* _What you are asked to do_: Please print each entry below exactly as it reads.

+++ Available data +++

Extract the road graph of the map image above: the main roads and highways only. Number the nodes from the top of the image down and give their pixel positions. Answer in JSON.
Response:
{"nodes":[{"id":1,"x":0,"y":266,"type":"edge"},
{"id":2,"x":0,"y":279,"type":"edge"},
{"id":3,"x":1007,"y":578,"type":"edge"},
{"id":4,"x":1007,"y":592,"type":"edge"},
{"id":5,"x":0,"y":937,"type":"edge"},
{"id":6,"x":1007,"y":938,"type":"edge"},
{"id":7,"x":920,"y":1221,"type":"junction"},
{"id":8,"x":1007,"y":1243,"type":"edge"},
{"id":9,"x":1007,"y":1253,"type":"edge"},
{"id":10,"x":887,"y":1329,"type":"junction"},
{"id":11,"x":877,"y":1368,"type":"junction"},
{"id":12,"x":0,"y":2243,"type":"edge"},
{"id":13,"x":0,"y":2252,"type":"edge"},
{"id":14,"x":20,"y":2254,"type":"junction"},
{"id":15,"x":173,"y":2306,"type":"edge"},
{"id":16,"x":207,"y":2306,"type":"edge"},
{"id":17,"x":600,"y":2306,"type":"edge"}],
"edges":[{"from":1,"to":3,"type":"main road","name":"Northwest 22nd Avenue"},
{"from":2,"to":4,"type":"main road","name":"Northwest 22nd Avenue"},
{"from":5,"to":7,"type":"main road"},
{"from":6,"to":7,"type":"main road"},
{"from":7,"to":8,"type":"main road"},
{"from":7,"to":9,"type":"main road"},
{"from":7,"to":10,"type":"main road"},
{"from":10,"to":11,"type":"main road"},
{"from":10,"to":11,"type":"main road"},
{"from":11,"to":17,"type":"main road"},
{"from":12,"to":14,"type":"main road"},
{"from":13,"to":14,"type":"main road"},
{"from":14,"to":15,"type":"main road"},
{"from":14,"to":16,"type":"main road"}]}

+++

* _Answer box_:
Extract the road graph of the map image above: the main roads and highways only. Number the nodes from the top of the image down and give their pixel positions. Answer in JSON.
Response:
{"nodes":[{"id":1,"x":0,"y":266,"type":"edge"},
{"id":2,"x":0,"y":279,"type":"edge"},
{"id":3,"x":1007,"y":578,"type":"edge"},
{"id":4,"x":1007,"y":592,"type":"edge"},
{"id":5,"x":0,"y":937,"type":"edge"},
{"id":6,"x":1007,"y":938,"type":"edge"},
{"id":7,"x":920,"y":1221,"type":"junction"},
{"id":8,"x":1007,"y":1243,"type":"edge"},
{"id":9,"x":1007,"y":1253,"type":"edge"},
{"id":10,"x":887,"y":1329,"type":"junction"},
{"id":11,"x":877,"y":1368,"type":"junction"},
{"id":12,"x":0,"y":2243,"type":"edge"},
{"id":13,"x":0,"y":2252,"type":"edge"},
{"id":14,"x":20,"y":2254,"type":"junction"},
{"id":15,"x":173,"y":2306,"type":"edge"},
{"id":16,"x":207,"y":2306,"type":"edge"},
{"id":17,"x":600,"y":2306,"type":"edge"}],
"edges":[{"from":1,"to":3,"type":"main road","name":"Northwest 22nd Avenue"},
{"from":2,"to":4,"type":"main road","name":"Northwest 22nd Avenue"},
{"from":5,"to":7,"type":"main road"},
{"from":6,"to":7,"type":"main road"},
{"from":7,"to":8,"type":"main road"},
{"from":7,"to":9,"type":"main road"},
{"from":7,"to":10,"type":"main road"},
{"from":10,"to":11,"type":"main road"},
{"from":10,"to":11,"type":"main road"},
{"from":11,"to":17,"type":"main road"},
{"from":12,"to":14,"type":"main road"},
{"from":13,"to":14,"type":"main road"},
{"from":14,"to":15,"type":"main road"},
{"from":14,"to":16,"type":"main road"}]}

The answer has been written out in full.